* [RECORDED INFORMATION]
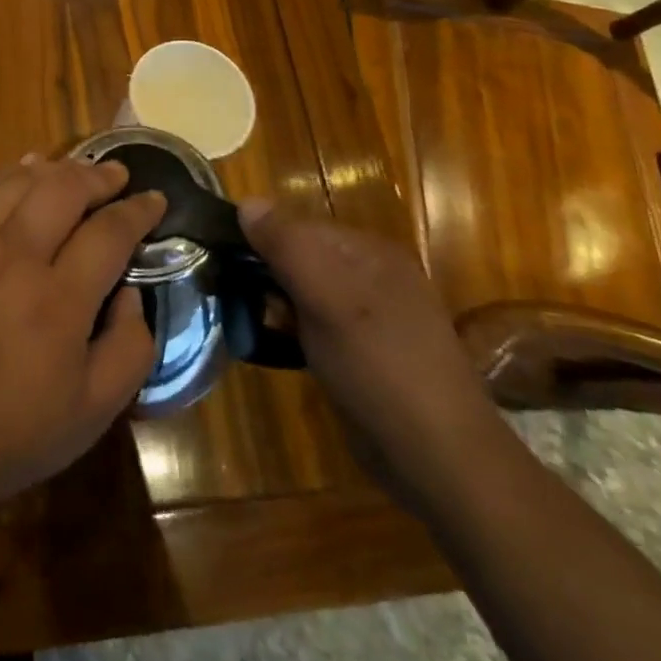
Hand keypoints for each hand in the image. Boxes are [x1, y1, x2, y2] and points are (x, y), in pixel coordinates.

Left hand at [0, 157, 161, 523]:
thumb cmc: (6, 433)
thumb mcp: (90, 414)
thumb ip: (129, 349)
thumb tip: (132, 292)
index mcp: (57, 301)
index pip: (109, 232)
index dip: (138, 210)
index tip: (156, 199)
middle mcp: (12, 258)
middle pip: (63, 189)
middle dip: (98, 176)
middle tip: (117, 175)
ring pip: (17, 182)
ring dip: (54, 169)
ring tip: (75, 171)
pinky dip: (6, 177)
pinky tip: (20, 174)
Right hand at [238, 203, 501, 486]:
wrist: (438, 459)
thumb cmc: (380, 366)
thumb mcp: (328, 297)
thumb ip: (287, 246)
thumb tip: (246, 201)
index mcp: (371, 253)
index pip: (299, 225)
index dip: (260, 239)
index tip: (222, 261)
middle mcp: (372, 277)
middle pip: (301, 258)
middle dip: (264, 272)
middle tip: (229, 293)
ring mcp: (368, 318)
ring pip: (303, 293)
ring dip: (273, 303)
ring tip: (241, 318)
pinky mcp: (361, 355)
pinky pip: (313, 326)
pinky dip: (289, 331)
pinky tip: (270, 345)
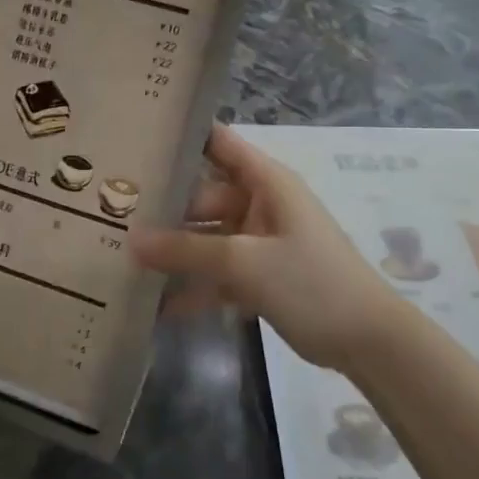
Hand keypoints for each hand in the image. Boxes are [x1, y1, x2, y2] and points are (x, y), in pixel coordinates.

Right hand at [130, 124, 412, 370]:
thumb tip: (131, 240)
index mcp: (266, 183)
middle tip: (110, 217)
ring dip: (174, 252)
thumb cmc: (312, 282)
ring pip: (206, 238)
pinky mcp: (258, 277)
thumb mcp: (244, 262)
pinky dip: (193, 286)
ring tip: (122, 259)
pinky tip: (156, 305)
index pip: (218, 143)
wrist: (368, 342)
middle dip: (163, 208)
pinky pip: (216, 273)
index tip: (134, 138)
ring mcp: (258, 242)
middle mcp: (259, 205)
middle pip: (202, 196)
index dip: (181, 136)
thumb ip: (186, 249)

* [WHAT YOU HAVE TO DO]
Return the entries exactly as given. Do not include pictures.

* [ANSWER AREA]
Hand keypoints for each hand in the image. Boxes are [x1, y1, x2, y2] and points are (x, y), in pixel coordinates.

Left hand at [0, 157, 161, 523]:
thumb cmc: (6, 433)
thumb mcp: (90, 414)
thumb ip: (129, 349)
thumb tip: (132, 292)
index mcp: (57, 301)
index pip: (109, 232)
index dip: (138, 210)
index tip: (156, 199)
middle mcp: (12, 258)
middle pip: (63, 189)
middle dip: (98, 176)
middle tip: (117, 175)
ring pip: (17, 182)
ring dip: (54, 169)
ring tip: (75, 171)
pinky dip: (6, 177)
pinky tip: (20, 174)
Right hand at [238, 203, 501, 486]:
wrist: (438, 459)
thumb cmc: (380, 366)
thumb mcp: (328, 297)
thumb ip: (287, 246)
thumb tip: (246, 201)
index mcp: (371, 253)
index pip: (299, 225)
index dip: (260, 239)
index tip: (222, 261)
middle mcp: (372, 277)
middle pip: (301, 258)
middle dip: (264, 272)
middle tip: (229, 293)
ring mcp: (368, 318)
ring pip: (303, 293)
ring dip: (273, 303)
ring tip: (241, 318)
pinky mcp: (361, 355)
pinky pip: (313, 326)
pinky dip: (289, 331)
pinky tip: (270, 345)
Hand keypoints for each hand in the image. Boxes are [x1, y1, x2, y2] and points are (x, y), in pixel coordinates.

Right hand at [130, 124, 412, 370]:
thumb tip: (131, 240)
index mcp: (266, 183)
middle tip: (110, 217)
ring dip: (174, 252)
thumb cmc: (312, 282)
ring pip: (206, 238)
pinky mcp: (258, 277)
thumb mcp: (244, 262)
pinky dip: (193, 286)
ring tip: (122, 259)
pinky tip: (156, 305)
index pip: (218, 143)
wrist: (368, 342)
middle dip: (163, 208)
pinky pip: (216, 273)
index tip: (134, 138)
ring mcp: (258, 242)
middle mcp: (259, 205)
middle pip: (202, 196)
index dip: (181, 136)
thumb ip: (186, 249)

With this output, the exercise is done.